YOUR OBJECTIVE - I would like each line of the data that holds the word "TRAIL" copied out.

[DATASET RECORDS Boundary: Start]

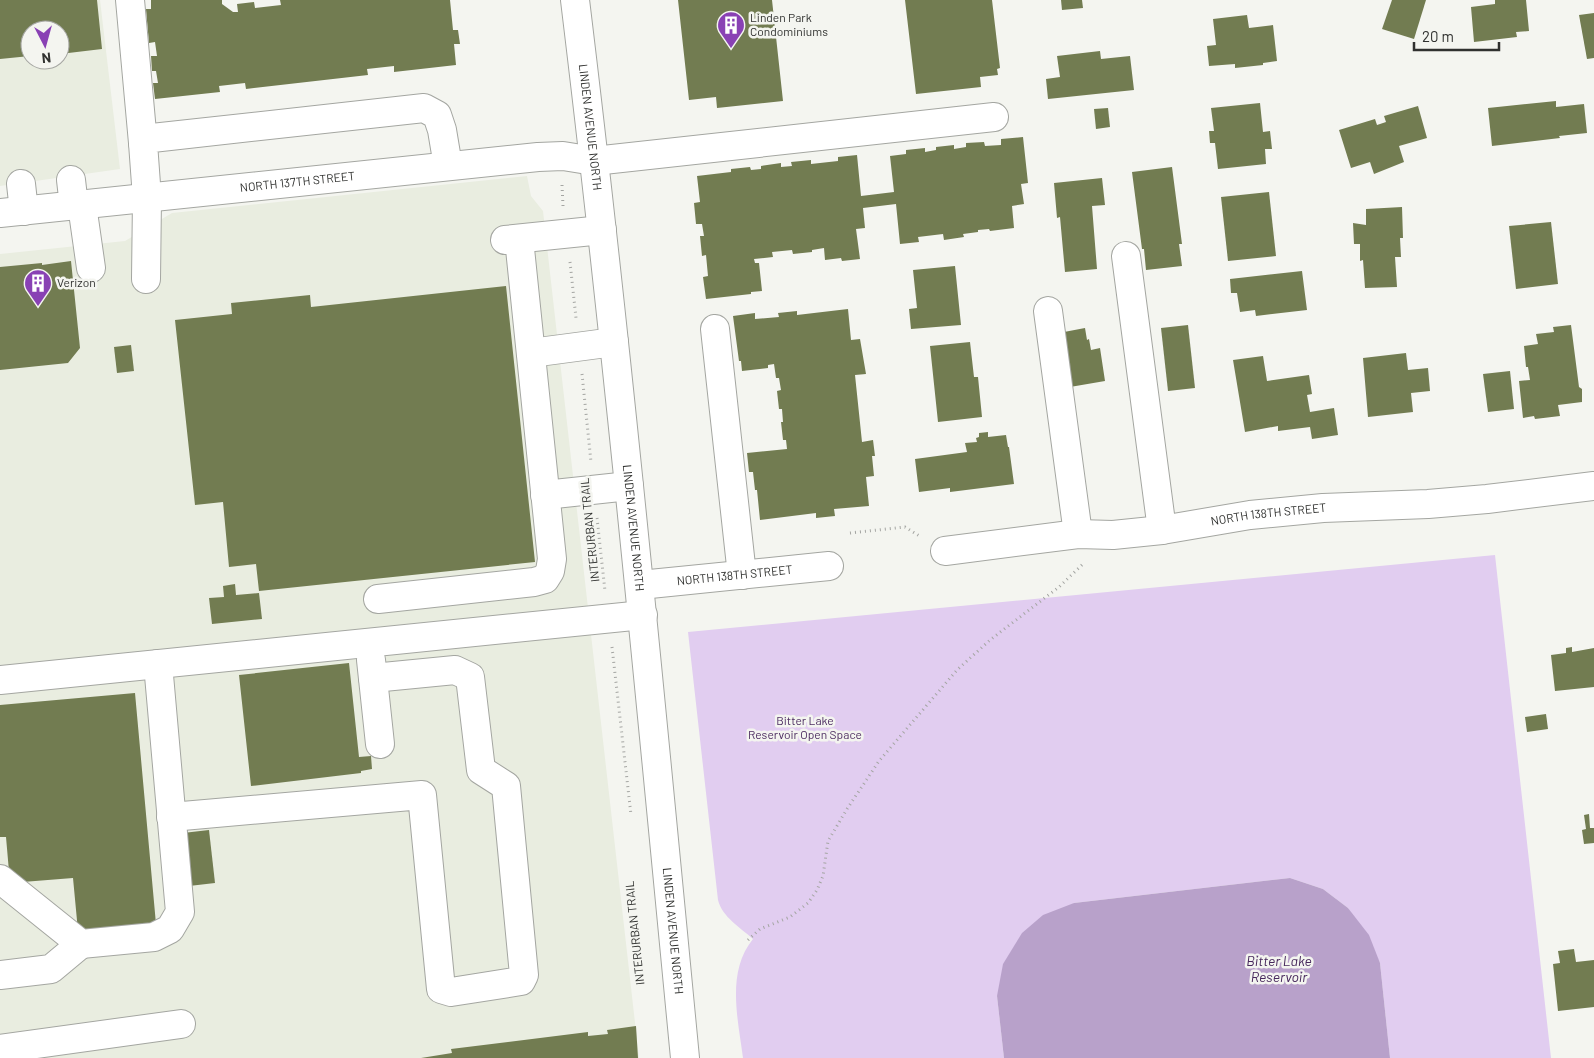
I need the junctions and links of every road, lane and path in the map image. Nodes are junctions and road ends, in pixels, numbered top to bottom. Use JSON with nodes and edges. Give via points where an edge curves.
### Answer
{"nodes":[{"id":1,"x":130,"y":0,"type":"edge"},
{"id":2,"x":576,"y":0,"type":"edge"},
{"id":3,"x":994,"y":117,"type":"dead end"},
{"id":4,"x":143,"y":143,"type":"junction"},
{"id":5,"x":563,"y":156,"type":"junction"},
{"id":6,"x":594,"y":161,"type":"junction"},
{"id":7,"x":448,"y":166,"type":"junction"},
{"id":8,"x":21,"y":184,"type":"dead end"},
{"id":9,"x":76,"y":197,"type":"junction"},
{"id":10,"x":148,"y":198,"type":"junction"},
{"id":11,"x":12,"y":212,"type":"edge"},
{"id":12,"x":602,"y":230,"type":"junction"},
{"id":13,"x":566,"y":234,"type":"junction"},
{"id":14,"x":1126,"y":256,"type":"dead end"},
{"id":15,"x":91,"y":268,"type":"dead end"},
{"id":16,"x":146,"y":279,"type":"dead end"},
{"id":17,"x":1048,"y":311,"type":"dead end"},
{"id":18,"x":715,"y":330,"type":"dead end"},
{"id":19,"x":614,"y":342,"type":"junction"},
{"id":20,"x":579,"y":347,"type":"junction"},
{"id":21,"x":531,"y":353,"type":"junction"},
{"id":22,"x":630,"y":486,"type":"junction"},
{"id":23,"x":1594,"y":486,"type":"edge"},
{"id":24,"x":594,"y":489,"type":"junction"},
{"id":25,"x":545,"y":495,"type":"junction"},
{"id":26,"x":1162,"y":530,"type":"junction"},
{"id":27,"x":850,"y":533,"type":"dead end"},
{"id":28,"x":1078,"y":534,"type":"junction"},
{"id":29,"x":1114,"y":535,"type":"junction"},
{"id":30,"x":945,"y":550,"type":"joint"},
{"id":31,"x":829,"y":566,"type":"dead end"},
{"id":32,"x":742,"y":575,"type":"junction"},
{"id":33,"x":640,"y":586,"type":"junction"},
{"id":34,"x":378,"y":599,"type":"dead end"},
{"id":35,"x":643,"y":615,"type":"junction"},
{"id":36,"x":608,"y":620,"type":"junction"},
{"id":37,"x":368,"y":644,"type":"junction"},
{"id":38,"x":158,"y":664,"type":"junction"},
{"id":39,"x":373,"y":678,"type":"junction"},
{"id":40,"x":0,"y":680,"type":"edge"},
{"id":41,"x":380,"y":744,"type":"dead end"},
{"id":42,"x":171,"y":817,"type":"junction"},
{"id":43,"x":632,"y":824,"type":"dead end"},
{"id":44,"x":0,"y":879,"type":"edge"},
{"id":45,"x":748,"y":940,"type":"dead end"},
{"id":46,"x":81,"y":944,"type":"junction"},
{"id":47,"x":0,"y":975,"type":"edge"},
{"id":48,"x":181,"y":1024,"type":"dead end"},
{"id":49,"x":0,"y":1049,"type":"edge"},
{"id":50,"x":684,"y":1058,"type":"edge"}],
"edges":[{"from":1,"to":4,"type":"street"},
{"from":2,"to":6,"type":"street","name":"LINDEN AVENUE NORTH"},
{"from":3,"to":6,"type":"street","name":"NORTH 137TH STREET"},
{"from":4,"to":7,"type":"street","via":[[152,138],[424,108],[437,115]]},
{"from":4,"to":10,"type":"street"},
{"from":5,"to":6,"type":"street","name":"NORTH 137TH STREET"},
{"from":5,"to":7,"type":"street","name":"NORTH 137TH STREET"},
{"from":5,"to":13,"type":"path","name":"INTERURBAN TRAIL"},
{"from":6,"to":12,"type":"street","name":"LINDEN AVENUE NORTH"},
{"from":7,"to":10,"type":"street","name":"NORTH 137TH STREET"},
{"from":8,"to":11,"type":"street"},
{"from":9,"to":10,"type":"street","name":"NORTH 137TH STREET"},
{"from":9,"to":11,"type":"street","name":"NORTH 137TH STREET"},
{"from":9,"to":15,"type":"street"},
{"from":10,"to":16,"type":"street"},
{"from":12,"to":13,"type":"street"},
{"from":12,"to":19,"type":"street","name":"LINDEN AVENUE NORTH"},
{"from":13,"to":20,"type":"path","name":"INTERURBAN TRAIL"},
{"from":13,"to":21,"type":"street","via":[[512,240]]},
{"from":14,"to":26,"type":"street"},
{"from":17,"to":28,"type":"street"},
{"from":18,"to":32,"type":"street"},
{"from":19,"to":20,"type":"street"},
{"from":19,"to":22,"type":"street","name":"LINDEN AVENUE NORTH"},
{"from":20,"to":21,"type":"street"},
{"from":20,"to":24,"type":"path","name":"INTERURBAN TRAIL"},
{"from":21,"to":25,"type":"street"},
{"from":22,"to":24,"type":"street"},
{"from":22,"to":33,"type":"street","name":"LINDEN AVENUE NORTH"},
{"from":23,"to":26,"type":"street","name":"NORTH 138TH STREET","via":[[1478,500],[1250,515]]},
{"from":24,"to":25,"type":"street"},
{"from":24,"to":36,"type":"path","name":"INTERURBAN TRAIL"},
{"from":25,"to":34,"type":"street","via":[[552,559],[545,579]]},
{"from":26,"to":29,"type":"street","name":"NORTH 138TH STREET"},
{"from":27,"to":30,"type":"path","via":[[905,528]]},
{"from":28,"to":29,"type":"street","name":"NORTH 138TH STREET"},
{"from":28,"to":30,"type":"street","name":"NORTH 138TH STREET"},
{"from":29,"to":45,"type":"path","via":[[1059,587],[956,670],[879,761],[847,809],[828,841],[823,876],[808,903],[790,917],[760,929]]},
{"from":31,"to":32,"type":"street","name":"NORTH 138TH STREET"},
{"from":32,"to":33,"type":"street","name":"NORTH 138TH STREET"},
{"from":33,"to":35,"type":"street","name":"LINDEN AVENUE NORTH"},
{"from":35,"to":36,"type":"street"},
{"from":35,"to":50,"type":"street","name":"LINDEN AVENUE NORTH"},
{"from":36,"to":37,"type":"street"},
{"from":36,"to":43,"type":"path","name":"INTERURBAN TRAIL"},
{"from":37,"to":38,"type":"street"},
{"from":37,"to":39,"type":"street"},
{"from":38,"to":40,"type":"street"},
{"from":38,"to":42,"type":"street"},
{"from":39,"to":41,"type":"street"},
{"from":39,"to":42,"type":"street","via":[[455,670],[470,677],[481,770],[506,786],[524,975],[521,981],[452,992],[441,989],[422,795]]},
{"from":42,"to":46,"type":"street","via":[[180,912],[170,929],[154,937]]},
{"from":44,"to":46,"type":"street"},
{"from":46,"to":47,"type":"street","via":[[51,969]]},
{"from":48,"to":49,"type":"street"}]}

[DATASET RECORDS Boundary: End]

TASK RESPONSE -
{"from":5,"to":13,"type":"path","name":"INTERURBAN TRAIL"},
{"from":13,"to":20,"type":"path","name":"INTERURBAN TRAIL"},
{"from":20,"to":24,"type":"path","name":"INTERURBAN TRAIL"},
{"from":24,"to":36,"type":"path","name":"INTERURBAN TRAIL"},
{"from":36,"to":43,"type":"path","name":"INTERURBAN TRAIL"},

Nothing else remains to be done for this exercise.